Mit 95 Jahren ist Richard Wadani einer der letzten Zeitzeugen des Widerstandes von Wehrmachtsdeserteuren gegen das NS-Regime. Er spricht am Samstag, den 6. Mai bei der Gedenk- und Befreiungsfeier am Denkmal für die Verfolgten des NS-Regimes am Bahnhof in Greifenburg. Der Künstler Hans-Peter Profunser wird eine neue Serie von Kunstdrucken zum Thema Widerstand und Verfolgung präsentieren, die in einer limitierten Auflage von 149 Stück erscheinen.

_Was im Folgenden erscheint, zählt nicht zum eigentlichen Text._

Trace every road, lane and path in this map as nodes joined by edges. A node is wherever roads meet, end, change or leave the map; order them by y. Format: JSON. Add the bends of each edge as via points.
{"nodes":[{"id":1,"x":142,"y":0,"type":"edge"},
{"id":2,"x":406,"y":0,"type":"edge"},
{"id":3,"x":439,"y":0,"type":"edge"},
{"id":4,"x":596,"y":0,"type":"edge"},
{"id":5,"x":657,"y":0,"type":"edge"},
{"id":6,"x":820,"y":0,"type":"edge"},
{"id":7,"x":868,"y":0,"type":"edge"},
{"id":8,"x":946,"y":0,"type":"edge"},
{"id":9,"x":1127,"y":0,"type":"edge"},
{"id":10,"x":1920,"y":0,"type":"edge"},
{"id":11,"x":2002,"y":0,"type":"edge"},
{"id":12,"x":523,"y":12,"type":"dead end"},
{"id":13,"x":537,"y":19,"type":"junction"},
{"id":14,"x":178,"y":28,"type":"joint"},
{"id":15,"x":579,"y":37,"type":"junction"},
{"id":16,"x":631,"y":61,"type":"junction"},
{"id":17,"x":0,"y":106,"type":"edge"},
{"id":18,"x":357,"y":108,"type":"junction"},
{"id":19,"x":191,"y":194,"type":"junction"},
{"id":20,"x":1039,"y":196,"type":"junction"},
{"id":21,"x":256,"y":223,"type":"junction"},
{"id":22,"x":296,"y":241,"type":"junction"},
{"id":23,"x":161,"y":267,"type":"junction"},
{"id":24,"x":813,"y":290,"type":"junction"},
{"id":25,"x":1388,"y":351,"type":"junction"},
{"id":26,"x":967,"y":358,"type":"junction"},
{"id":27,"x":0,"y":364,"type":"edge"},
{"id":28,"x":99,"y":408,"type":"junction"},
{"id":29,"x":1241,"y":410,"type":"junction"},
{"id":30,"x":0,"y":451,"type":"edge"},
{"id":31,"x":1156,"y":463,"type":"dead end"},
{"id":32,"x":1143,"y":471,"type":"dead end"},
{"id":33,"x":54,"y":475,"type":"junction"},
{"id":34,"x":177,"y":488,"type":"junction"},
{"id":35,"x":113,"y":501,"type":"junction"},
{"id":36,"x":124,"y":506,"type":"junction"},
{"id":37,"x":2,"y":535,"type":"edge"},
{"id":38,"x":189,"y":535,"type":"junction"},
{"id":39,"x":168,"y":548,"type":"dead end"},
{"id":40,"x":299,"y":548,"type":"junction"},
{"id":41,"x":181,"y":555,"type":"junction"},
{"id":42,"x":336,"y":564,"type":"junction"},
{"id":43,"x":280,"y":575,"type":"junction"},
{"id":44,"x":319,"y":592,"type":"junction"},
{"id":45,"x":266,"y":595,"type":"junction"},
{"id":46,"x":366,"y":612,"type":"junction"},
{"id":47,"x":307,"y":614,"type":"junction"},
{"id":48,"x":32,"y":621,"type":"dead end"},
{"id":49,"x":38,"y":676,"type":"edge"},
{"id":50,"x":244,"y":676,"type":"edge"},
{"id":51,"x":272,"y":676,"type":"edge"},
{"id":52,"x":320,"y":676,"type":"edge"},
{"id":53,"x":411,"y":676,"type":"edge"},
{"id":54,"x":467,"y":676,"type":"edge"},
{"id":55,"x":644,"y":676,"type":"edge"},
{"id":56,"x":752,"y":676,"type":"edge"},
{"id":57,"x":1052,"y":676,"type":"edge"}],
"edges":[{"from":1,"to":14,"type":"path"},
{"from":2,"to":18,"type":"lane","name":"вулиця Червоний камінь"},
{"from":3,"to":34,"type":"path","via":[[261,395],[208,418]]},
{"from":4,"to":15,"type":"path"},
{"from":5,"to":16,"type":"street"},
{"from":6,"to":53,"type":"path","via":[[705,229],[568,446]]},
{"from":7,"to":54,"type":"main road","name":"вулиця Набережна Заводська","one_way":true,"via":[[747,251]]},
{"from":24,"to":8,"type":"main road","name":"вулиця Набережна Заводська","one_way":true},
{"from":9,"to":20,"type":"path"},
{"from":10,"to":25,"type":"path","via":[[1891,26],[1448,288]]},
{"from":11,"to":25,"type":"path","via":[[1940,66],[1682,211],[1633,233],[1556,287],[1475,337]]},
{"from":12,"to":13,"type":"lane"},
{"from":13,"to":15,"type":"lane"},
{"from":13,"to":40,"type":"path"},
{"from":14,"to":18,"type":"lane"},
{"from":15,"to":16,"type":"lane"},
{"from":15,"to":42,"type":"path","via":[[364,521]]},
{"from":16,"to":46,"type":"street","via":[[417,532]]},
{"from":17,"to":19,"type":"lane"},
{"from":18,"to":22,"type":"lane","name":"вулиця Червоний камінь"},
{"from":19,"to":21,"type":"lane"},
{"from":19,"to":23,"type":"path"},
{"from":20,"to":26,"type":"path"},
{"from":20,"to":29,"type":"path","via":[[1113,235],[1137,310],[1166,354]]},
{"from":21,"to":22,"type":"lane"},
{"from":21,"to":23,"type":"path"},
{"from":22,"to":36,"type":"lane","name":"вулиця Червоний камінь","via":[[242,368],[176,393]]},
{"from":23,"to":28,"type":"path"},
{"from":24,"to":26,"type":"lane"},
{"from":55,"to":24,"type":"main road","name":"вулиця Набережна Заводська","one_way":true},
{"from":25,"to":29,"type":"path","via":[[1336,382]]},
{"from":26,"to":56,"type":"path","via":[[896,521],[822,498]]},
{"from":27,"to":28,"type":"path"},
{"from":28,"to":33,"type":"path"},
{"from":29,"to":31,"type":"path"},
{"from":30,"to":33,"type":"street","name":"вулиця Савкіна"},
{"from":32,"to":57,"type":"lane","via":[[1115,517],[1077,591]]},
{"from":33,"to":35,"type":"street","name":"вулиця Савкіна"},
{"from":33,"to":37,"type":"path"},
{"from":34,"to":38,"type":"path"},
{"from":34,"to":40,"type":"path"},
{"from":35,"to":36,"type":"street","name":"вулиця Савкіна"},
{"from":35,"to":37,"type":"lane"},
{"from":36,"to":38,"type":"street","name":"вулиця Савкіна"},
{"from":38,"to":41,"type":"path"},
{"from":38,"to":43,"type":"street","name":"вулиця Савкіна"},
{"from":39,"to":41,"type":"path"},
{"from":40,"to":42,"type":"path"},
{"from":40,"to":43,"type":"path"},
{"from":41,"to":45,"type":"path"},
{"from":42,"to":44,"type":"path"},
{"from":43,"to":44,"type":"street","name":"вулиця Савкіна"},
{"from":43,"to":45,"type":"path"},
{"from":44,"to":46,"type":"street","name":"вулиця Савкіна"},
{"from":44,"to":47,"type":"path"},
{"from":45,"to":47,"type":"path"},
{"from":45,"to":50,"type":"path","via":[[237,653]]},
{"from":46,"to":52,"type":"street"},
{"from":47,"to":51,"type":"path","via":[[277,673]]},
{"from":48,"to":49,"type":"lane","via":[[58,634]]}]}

Die Kunstdrucke sind gegen eine Spende erhältlich, die in die Erhaltung des Denkmals fließt.

Einladung als Download

Begrüßung: Bürgermeister Josef Brandner

Szenische Lesung: SchülerInnen der HLW Spittal/Drau

Rede: Richard Wadani, Wehrmachtsdeserteur

Präsentation: Hans-Peter Profunser, Kunstdrucke (neue Serie)

Musik: Jan Kubis (Akkordeon), Marjetka Luznik (Gesang)

 

Samstag, 6. Mai 2017,17.00 Uhr

Denkmal für die NS-Opfer, Greifenburg (Bahnhof)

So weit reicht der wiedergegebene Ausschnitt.